- [Records shown]:
○ ○ ○ ○ ○
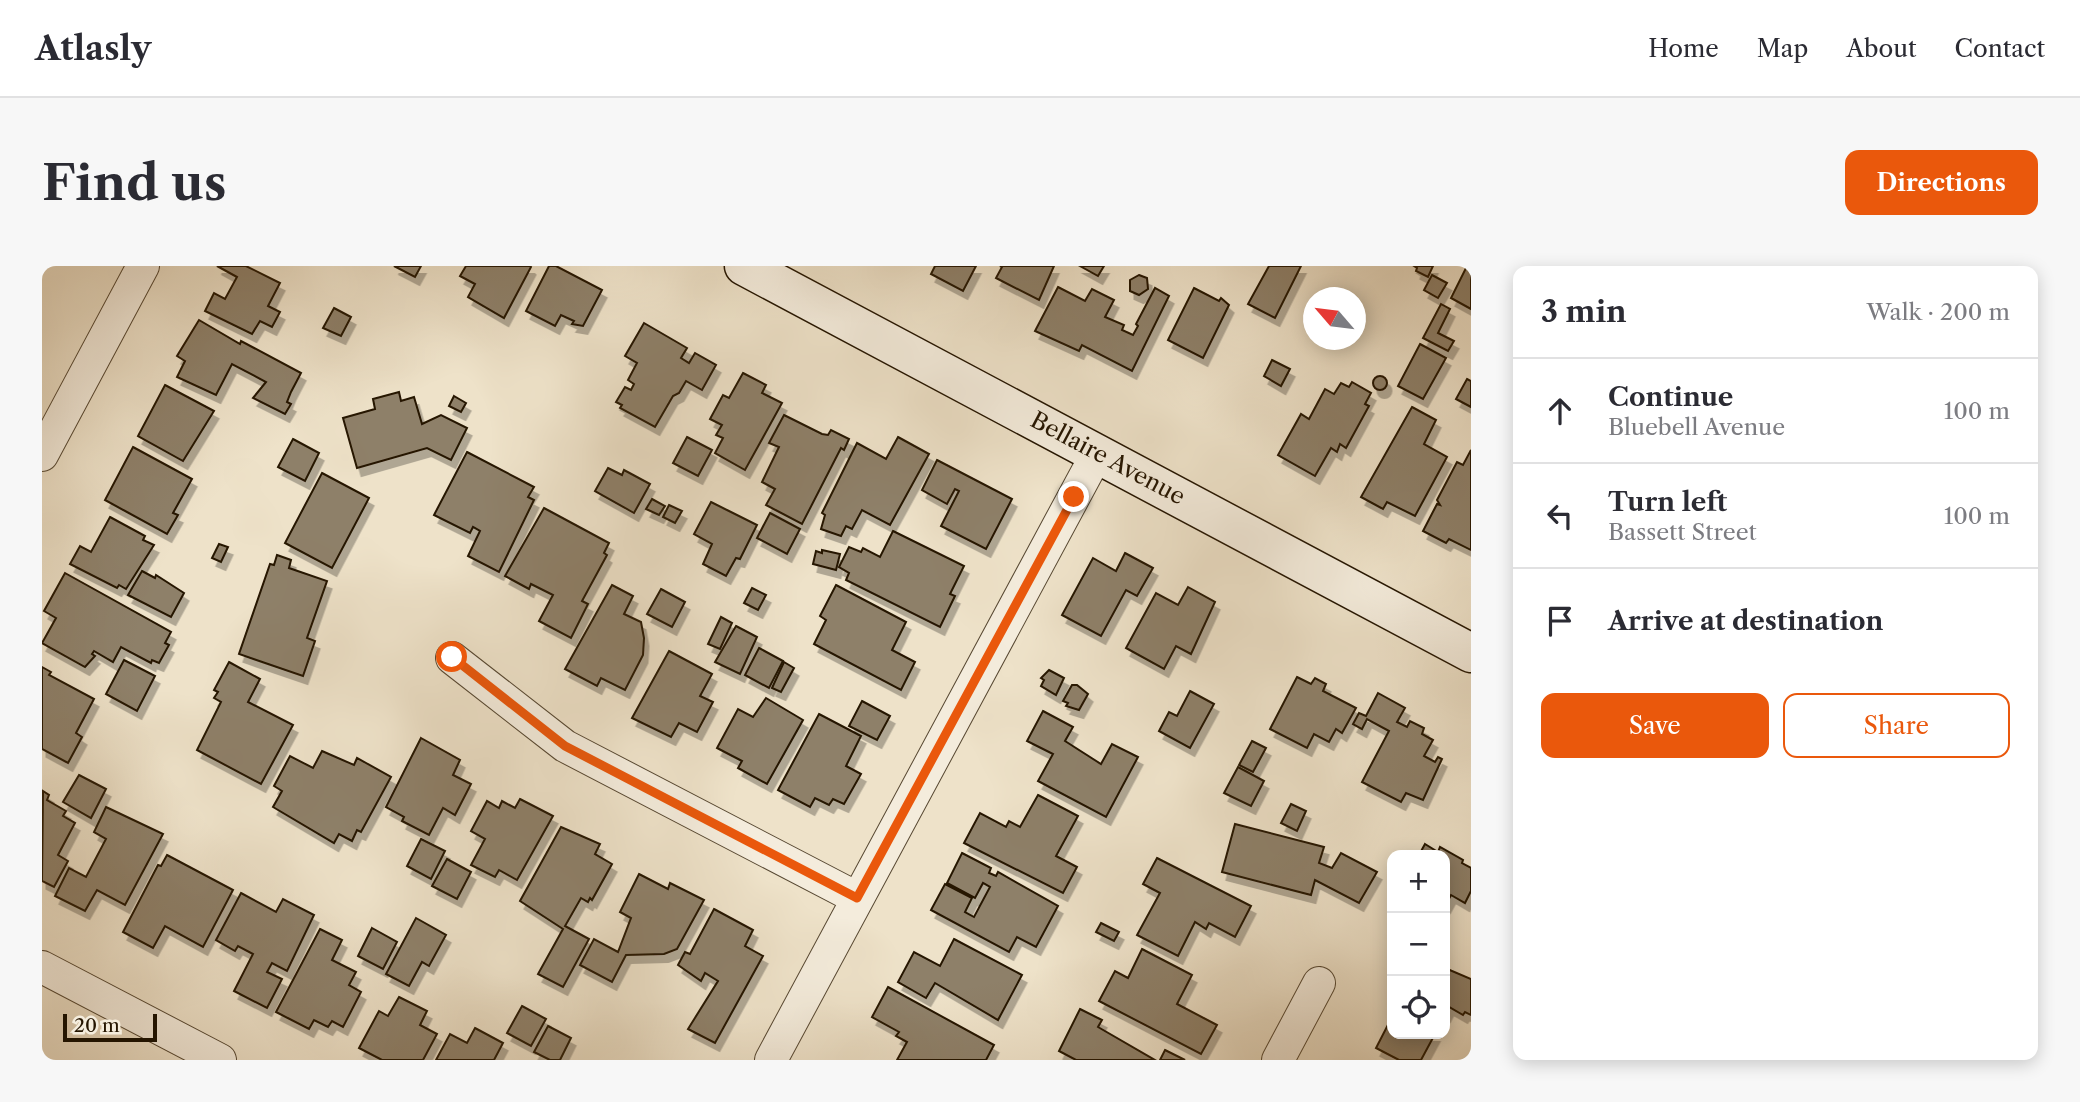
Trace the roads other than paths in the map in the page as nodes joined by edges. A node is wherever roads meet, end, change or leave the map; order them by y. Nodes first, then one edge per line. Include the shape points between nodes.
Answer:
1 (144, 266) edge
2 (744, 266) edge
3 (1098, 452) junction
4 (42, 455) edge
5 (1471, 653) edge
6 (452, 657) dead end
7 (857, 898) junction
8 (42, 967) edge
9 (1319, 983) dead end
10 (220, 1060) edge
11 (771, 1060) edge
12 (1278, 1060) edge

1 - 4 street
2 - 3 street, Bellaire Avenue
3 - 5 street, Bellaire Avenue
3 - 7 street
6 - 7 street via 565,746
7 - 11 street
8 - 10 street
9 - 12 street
○ ○ ○ ○ ○
- [What is needed]: Output the data exactly. Pictures don't belong in the result.

- [Answer]:
Trace the roads other than paths in the map in the page as nodes joined by edges. A node is wherever roads meet, end, change or leave the map; order them by y. Nodes first, then one edge per line. Include the shape points between nodes.
Answer:
1 (144, 266) edge
2 (744, 266) edge
3 (1098, 452) junction
4 (42, 455) edge
5 (1471, 653) edge
6 (452, 657) dead end
7 (857, 898) junction
8 (42, 967) edge
9 (1319, 983) dead end
10 (220, 1060) edge
11 (771, 1060) edge
12 (1278, 1060) edge

1 - 4 street
2 - 3 street, Bellaire Avenue
3 - 5 street, Bellaire Avenue
3 - 7 street
6 - 7 street via 565,746
7 - 11 street
8 - 10 street
9 - 12 street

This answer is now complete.